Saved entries
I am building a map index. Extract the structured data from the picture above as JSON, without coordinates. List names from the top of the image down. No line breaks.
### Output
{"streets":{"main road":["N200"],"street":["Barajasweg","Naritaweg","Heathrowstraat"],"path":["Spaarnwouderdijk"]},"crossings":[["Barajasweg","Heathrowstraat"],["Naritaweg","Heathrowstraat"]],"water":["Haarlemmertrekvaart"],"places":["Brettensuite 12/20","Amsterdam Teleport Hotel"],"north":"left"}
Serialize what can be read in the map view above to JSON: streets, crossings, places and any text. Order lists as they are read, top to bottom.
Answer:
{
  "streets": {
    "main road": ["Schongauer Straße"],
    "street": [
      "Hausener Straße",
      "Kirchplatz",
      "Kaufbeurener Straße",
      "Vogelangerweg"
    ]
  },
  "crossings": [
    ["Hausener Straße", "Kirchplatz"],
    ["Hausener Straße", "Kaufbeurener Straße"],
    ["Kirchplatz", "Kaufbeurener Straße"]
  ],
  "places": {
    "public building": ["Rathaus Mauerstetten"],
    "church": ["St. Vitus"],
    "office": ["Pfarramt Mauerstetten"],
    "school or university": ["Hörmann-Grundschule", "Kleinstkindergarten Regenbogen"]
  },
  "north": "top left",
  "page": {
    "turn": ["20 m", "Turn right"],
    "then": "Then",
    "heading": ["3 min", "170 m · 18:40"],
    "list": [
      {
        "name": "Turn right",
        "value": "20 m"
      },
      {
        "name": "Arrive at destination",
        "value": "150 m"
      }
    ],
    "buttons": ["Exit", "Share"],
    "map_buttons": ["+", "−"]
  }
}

▸ **ASSIGNMENT**
All entries given above should be transcribed exactly, with none omitted.

▸ **TASK RESPONSE**
I am building a map index. Extract the structured data from the picture above as JSON, without coordinates. List names from the top of the image down. No line breaks.
### Output
{"streets":{"main road":["N200"],"street":["Barajasweg","Naritaweg","Heathrowstraat"],"path":["Spaarnwouderdijk"]},"crossings":[["Barajasweg","Heathrowstraat"],["Naritaweg","Heathrowstraat"]],"water":["Haarlemmertrekvaart"],"places":["Brettensuite 12/20","Amsterdam Teleport Hotel"],"north":"left"}
Serialize what can be read in the map view above to JSON: streets, crossings, places and any text. Order lists as they are read, top to bottom.
Answer:
{
  "streets": {
    "main road": ["Schongauer Straße"],
    "street": [
      "Hausener Straße",
      "Kirchplatz",
      "Kaufbeurener Straße",
      "Vogelangerweg"
    ]
  },
  "crossings": [
    ["Hausener Straße", "Kirchplatz"],
    ["Hausener Straße", "Kaufbeurener Straße"],
    ["Kirchplatz", "Kaufbeurener Straße"]
  ],
  "places": {
    "public building": ["Rathaus Mauerstetten"],
    "church": ["St. Vitus"],
    "office": ["Pfarramt Mauerstetten"],
    "school or university": ["Hörmann-Grundschule", "Kleinstkindergarten Regenbogen"]
  },
  "north": "top left",
  "page": {
    "turn": ["20 m", "Turn right"],
    "then": "Then",
    "heading": ["3 min", "170 m · 18:40"],
    "list": [
      {
        "name": "Turn right",
        "value": "20 m"
      },
      {
        "name": "Arrive at destination",
        "value": "150 m"
      }
    ],
    "buttons": ["Exit", "Share"],
    "map_buttons": ["+", "−"]
  }
}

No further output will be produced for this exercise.